[Stored entries]
▬▬▬
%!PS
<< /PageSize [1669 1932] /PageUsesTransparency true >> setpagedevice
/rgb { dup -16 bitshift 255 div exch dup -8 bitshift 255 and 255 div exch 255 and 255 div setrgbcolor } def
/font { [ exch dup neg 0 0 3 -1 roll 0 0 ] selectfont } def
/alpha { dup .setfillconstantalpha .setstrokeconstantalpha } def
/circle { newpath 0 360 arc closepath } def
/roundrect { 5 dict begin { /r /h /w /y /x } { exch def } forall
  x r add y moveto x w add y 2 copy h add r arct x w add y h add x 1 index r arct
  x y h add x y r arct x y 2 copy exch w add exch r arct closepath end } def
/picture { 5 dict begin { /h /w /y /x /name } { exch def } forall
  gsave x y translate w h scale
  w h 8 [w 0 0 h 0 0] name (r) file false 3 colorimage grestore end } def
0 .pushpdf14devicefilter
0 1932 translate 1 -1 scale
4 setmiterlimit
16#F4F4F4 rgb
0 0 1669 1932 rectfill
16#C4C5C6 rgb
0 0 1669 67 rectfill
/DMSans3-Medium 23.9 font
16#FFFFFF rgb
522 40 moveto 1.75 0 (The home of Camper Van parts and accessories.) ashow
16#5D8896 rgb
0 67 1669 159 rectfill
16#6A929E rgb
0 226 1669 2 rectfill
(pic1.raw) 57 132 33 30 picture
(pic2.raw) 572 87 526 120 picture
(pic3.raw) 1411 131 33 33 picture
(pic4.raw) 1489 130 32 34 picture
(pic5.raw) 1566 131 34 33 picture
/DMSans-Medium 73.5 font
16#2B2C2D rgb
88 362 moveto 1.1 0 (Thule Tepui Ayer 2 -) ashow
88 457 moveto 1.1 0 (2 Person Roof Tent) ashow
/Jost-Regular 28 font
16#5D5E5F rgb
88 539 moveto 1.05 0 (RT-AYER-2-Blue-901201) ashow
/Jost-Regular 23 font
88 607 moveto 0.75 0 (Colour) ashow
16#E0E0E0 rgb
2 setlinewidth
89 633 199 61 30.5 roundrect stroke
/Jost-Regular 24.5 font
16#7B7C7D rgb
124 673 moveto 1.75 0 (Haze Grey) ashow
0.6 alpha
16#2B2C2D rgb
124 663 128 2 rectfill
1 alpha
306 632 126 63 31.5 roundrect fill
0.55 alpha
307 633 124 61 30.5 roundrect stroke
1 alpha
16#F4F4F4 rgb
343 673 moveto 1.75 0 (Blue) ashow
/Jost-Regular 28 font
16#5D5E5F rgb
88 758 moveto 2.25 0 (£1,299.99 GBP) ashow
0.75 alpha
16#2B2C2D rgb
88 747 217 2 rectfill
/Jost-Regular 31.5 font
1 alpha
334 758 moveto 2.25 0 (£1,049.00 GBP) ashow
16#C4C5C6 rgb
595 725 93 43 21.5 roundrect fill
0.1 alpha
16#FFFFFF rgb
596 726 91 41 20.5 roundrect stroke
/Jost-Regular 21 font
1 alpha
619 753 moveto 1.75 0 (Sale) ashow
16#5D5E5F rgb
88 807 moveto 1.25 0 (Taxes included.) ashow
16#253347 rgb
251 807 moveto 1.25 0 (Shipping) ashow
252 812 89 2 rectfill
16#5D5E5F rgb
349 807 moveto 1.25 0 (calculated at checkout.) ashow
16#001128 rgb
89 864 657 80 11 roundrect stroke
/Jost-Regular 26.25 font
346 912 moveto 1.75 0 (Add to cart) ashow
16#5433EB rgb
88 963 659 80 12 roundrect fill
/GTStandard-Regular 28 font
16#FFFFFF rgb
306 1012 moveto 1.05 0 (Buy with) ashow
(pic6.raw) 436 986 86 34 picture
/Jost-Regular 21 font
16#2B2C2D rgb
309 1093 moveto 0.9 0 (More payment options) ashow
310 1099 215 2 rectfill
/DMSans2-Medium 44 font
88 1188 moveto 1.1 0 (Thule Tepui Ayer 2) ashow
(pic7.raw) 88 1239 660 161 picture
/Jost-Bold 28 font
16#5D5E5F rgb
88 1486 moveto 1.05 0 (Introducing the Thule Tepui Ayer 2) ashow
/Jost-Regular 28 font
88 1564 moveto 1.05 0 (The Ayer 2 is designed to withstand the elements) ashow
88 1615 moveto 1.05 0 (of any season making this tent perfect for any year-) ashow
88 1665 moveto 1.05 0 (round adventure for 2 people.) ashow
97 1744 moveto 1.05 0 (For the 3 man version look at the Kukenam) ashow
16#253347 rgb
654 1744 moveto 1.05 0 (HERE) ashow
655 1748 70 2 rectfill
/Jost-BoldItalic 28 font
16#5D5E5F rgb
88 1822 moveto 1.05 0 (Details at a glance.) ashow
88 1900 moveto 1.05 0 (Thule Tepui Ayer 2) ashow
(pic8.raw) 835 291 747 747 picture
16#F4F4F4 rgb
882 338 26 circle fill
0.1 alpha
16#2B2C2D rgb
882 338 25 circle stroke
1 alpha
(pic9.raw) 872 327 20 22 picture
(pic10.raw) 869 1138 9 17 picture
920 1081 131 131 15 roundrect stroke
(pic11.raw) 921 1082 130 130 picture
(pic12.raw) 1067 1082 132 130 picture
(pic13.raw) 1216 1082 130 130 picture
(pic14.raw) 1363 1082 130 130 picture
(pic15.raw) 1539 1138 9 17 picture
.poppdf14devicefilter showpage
▬▬▬
### Work task
Look through the entries, and return every line that the word "begin" appears in.

### Task output
/roundrect { 5 dict begin { /r /h /w /y /x } { exch def } forall
/picture { 5 dict begin { /h /w /y /x /name } { exch def } forall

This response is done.